La nostra massima paura è perdere
ciò che ci contraddistingue: il nostro io, la nostra individualità, la nostra
identità. Per noi questa è la morte. Anche se rimanessimo in vita, ma
perdessimo la coscienza, sarebbe comunque la morte.
Siamo così attaccati alla nostra identità che il successo
delle religioni dipende dal fatto che ci promettono la sopravvivenza individuale dopo la morte.
Però dall’Oriente ci viene un’altra idea: che la fine dell’individualità
non sia la fine di tutto, ma l’acquisizione di una libertà priva di vincoli. In
tal senso si parla di liberazione.
La nostra coscienza, liberata da speranze, desideri e paure,
cioè dal senso dell’io, si allarga all’infinito e contiene il mondo intero.
Contrariamente
all’etimologia comune (individuus =
non diviso), l’individuo è diviso sia dagli altri sia al proprio interno - è il
regno della dualità, tanto che il contrario dell’individualità è la non-dualità.

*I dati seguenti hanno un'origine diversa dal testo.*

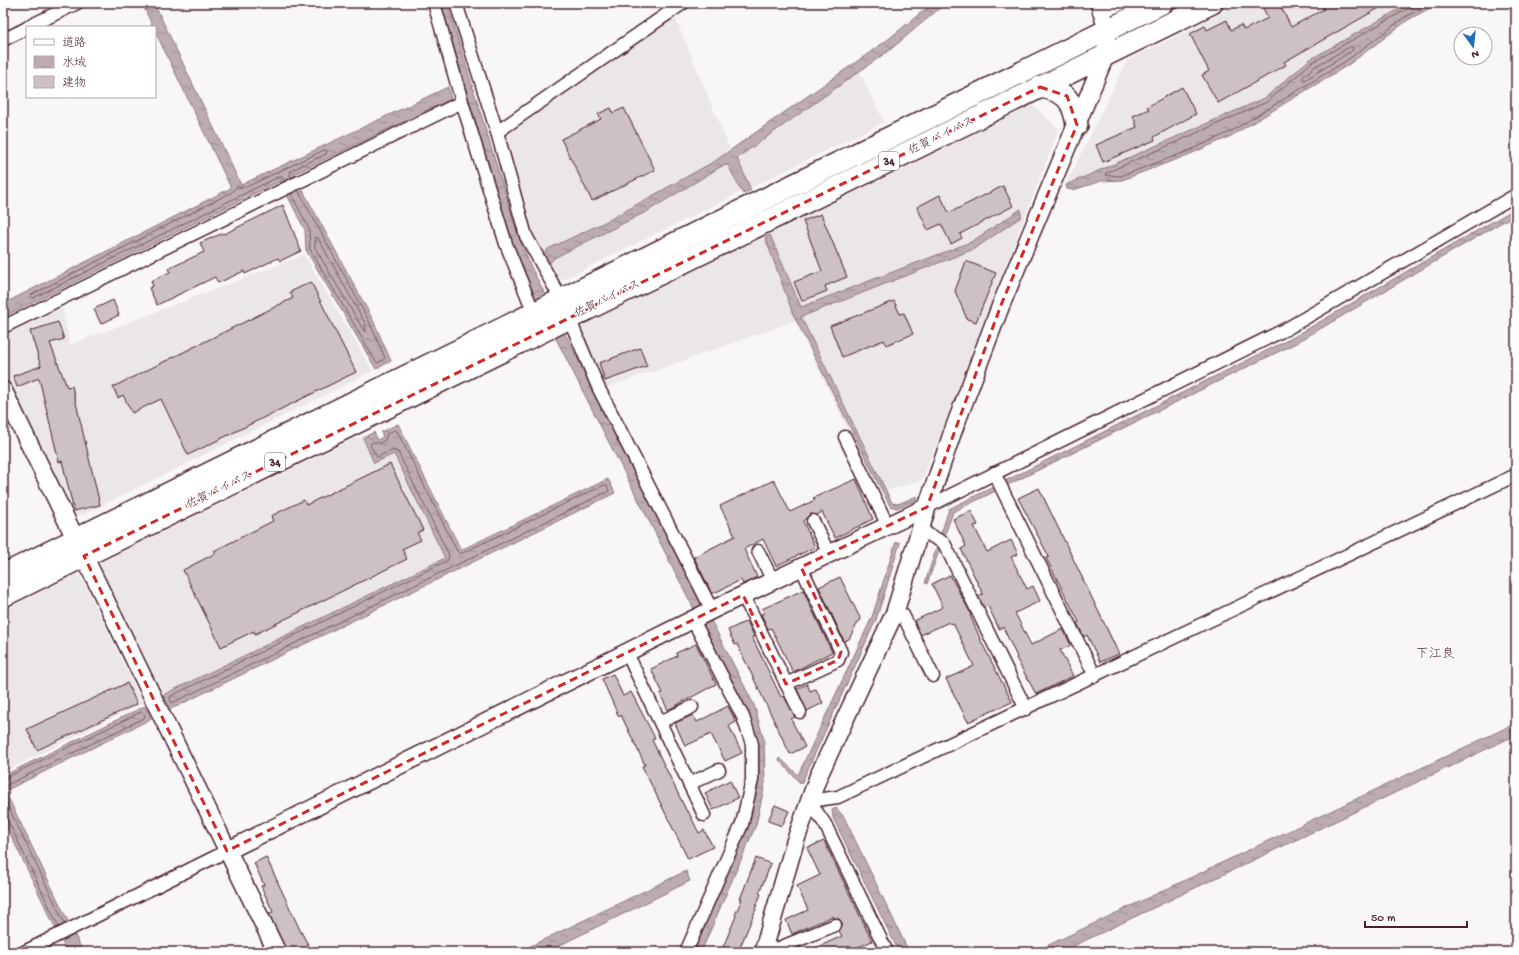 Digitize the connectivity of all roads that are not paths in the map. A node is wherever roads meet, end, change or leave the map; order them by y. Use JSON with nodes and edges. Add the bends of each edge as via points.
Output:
{"nodes":[{"id":1,"x":77,"y":3,"type":"edge"},
{"id":2,"x":434,"y":3,"type":"edge"},
{"id":3,"x":456,"y":3,"type":"edge"},
{"id":4,"x":683,"y":3,"type":"edge"},
{"id":5,"x":1124,"y":3,"type":"edge"},
{"id":6,"x":1162,"y":3,"type":"edge"},
{"id":7,"x":1212,"y":3,"type":"edge"},
{"id":8,"x":1103,"y":15,"type":"edge"},
{"id":9,"x":30,"y":26,"type":"edge"},
{"id":10,"x":26,"y":28,"type":"edge"},
{"id":11,"x":3,"y":40,"type":"edge"},
{"id":12,"x":1106,"y":54,"type":"junction"},
{"id":13,"x":1040,"y":87,"type":"junction"},
{"id":14,"x":462,"y":102,"type":"junction"},
{"id":15,"x":1077,"y":125,"type":"junction"},
{"id":16,"x":497,"y":132,"type":"junction"},
{"id":17,"x":1516,"y":195,"type":"edge"},
{"id":18,"x":563,"y":309,"type":"junction"},
{"id":19,"x":539,"y":317,"type":"junction"},
{"id":20,"x":3,"y":327,"type":"edge"},
{"id":21,"x":3,"y":390,"type":"edge"},
{"id":22,"x":845,"y":437,"type":"dead end"},
{"id":23,"x":994,"y":473,"type":"junction"},
{"id":24,"x":1516,"y":475,"type":"edge"},
{"id":25,"x":927,"y":507,"type":"junction"},
{"id":26,"x":814,"y":522,"type":"dead end"},
{"id":27,"x":888,"y":526,"type":"junction"},
{"id":28,"x":926,"y":534,"type":"junction"},
{"id":29,"x":80,"y":547,"type":"junction"},
{"id":30,"x":758,"y":550,"type":"dead end"},
{"id":31,"x":829,"y":554,"type":"junction"},
{"id":32,"x":801,"y":568,"type":"junction"},
{"id":33,"x":3,"y":574,"type":"edge"},
{"id":34,"x":773,"y":581,"type":"junction"},
{"id":35,"x":743,"y":595,"type":"junction"},
{"id":36,"x":3,"y":596,"type":"edge"},
{"id":37,"x":712,"y":610,"type":"junction"},
{"id":38,"x":895,"y":612,"type":"junction"},
{"id":39,"x":693,"y":620,"type":"junction"},
{"id":40,"x":627,"y":653,"type":"junction"},
{"id":41,"x":933,"y":676,"type":"dead end"},
{"id":42,"x":1095,"y":676,"type":"junction"},
{"id":43,"x":786,"y":684,"type":"junction"},
{"id":44,"x":692,"y":707,"type":"dead end"},
{"id":45,"x":1026,"y":709,"type":"junction"},
{"id":46,"x":800,"y":712,"type":"dead end"},
{"id":47,"x":660,"y":722,"type":"junction"},
{"id":48,"x":719,"y":770,"type":"dead end"},
{"id":49,"x":689,"y":784,"type":"junction"},
{"id":50,"x":809,"y":801,"type":"junction"},
{"id":51,"x":704,"y":815,"type":"dead end"},
{"id":52,"x":227,"y":851,"type":"junction"},
{"id":53,"x":835,"y":925,"type":"dead end"},
{"id":54,"x":764,"y":948,"type":"edge"},
{"id":55,"x":24,"y":952,"type":"edge"},
{"id":56,"x":277,"y":952,"type":"edge"},
{"id":57,"x":686,"y":952,"type":"edge"},
{"id":58,"x":887,"y":952,"type":"edge"}],
"edges":[{"from":1,"to":9,"type":"street"},
{"from":2,"to":14,"type":"street"},
{"from":3,"to":16,"type":"street"},
{"from":4,"to":16,"type":"street"},
{"from":5,"to":8,"type":"street"},
{"from":6,"to":8,"type":"highway","name":"佐賀バイパス","number":"34"},
{"from":7,"to":12,"type":"highway","name":"佐賀バイパス","number":"34"},
{"from":8,"to":12,"type":"street"},
{"from":8,"to":18,"type":"highway","name":"佐賀バイパス","number":"34"},
{"from":10,"to":11,"type":"street"},
{"from":12,"to":13,"type":"highway","name":"佐賀バイパス","number":"34"},
{"from":12,"to":15,"type":"street"},
{"from":13,"to":15,"type":"highway","via":[[1053,89],[1067,96],[1075,111]]},
{"from":13,"to":18,"type":"highway","name":"佐賀バイパス","number":"34"},
{"from":14,"to":19,"type":"street","via":[[506,244]]},
{"from":14,"to":20,"type":"street"},
{"from":15,"to":25,"type":"street","via":[[1001,305]]},
{"from":16,"to":18,"type":"street","via":[[526,236]]},
{"from":17,"to":23,"type":"street","via":[[1288,328]]},
{"from":18,"to":19,"type":"highway","name":"佐賀バイパス","number":"34"},
{"from":18,"to":37,"type":"street","via":[[598,387]]},
{"from":19,"to":29,"type":"highway","name":"佐賀バイパス","number":"34"},
{"from":21,"to":29,"type":"street"},
{"from":22,"to":27,"type":"street"},
{"from":23,"to":25,"type":"street"},
{"from":23,"to":42,"type":"street"},
{"from":24,"to":42,"type":"street"},
{"from":25,"to":27,"type":"street"},
{"from":25,"to":28,"type":"street"},
{"from":26,"to":31,"type":"street"},
{"from":27,"to":31,"type":"street"},
{"from":28,"to":38,"type":"street"},
{"from":28,"to":45,"type":"street","via":[[944,543]]},
{"from":29,"to":33,"type":"highway","name":"佐賀バイパス","number":"34"},
{"from":29,"to":36,"type":"highway","name":"佐賀バイパス","number":"34"},
{"from":29,"to":52,"type":"street"},
{"from":30,"to":34,"type":"street"},
{"from":31,"to":32,"type":"street"},
{"from":32,"to":34,"type":"street"},
{"from":32,"to":43,"type":"street","via":[[842,652],[838,660]]},
{"from":34,"to":35,"type":"street"},
{"from":35,"to":37,"type":"street"},
{"from":35,"to":43,"type":"street"},
{"from":37,"to":39,"type":"street"},
{"from":38,"to":41,"type":"street","via":[[903,615]]},
{"from":38,"to":50,"type":"street"},
{"from":39,"to":40,"type":"street"},
{"from":39,"to":57,"type":"street","via":[[745,724],[752,744],[752,780],[742,824]]},
{"from":40,"to":47,"type":"street"},
{"from":40,"to":52,"type":"street"},
{"from":42,"to":45,"type":"street"},
{"from":43,"to":46,"type":"street"},
{"from":44,"to":47,"type":"street"},
{"from":45,"to":50,"type":"street","via":[[838,797]]},
{"from":47,"to":49,"type":"street"},
{"from":48,"to":49,"type":"street"},
{"from":49,"to":51,"type":"street"},
{"from":50,"to":54,"type":"street"},
{"from":50,"to":58,"type":"street","via":[[825,824]]},
{"from":52,"to":55,"type":"street"},
{"from":52,"to":56,"type":"street"},
{"from":53,"to":54,"type":"street","via":[[777,949]]}]} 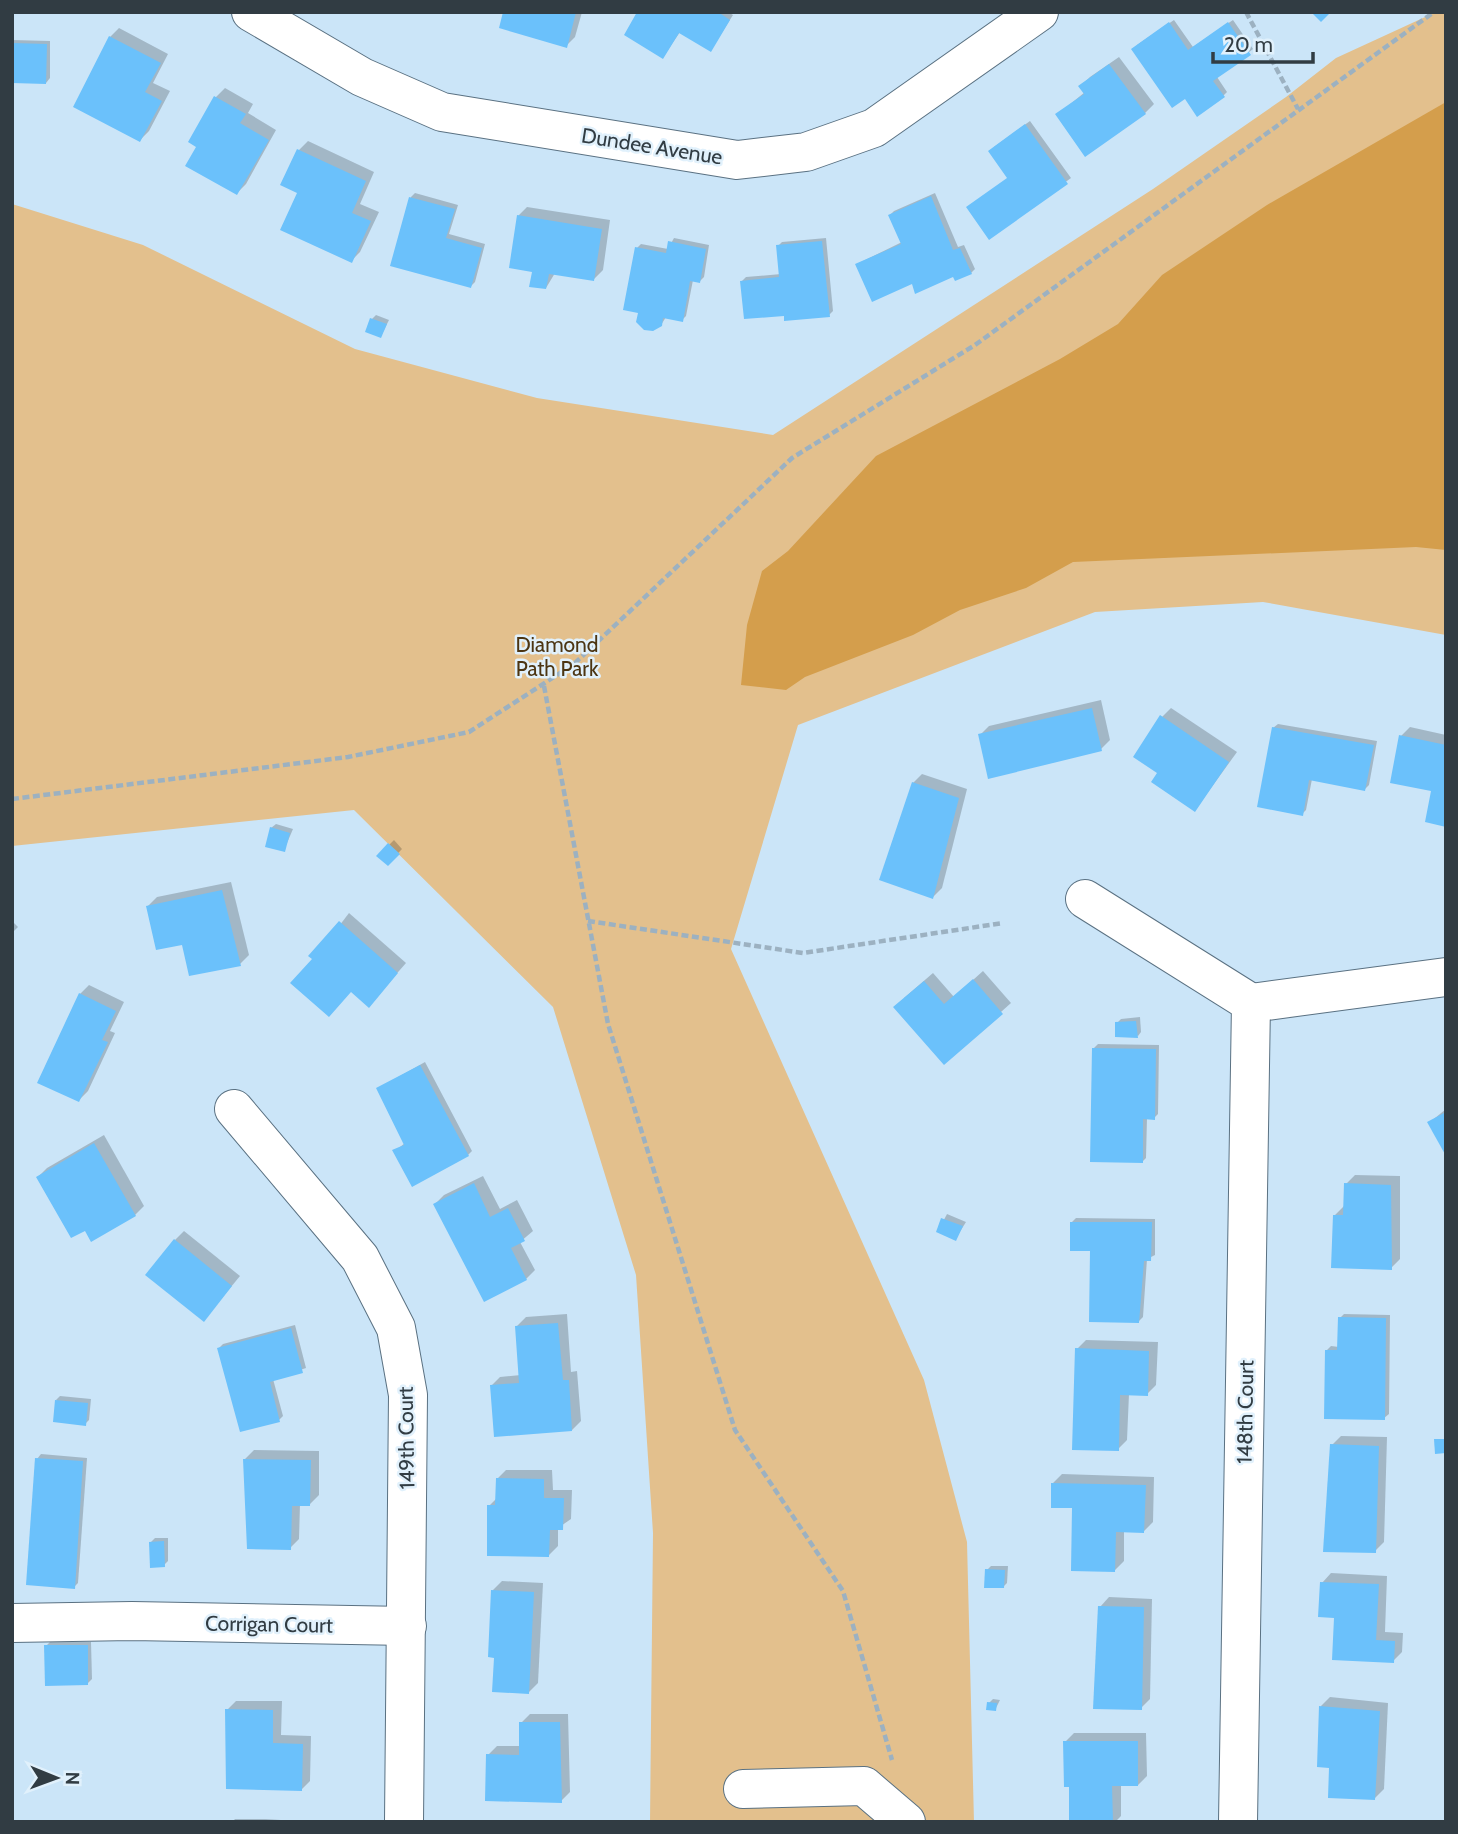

In ognuno di noi alberga non un’identità fissa e unica, ma una molteplicità
cangiante. L’io è sempre diviso ed è un campo di impulsi contrari.
Il
problema è che ciò che noi conosciamo non è ciò che conosce: abbiamo sempre un’idea
sbagliata della nostra identità. Colui che conosce non è l’io che crediamo di
conoscere, ma il testimone a priori. Quella è la nostra vera identità, qualcosa
che non sta affatto entro i limiti del conosciuto. Ed è con lei che dovremmo familiarizzarci.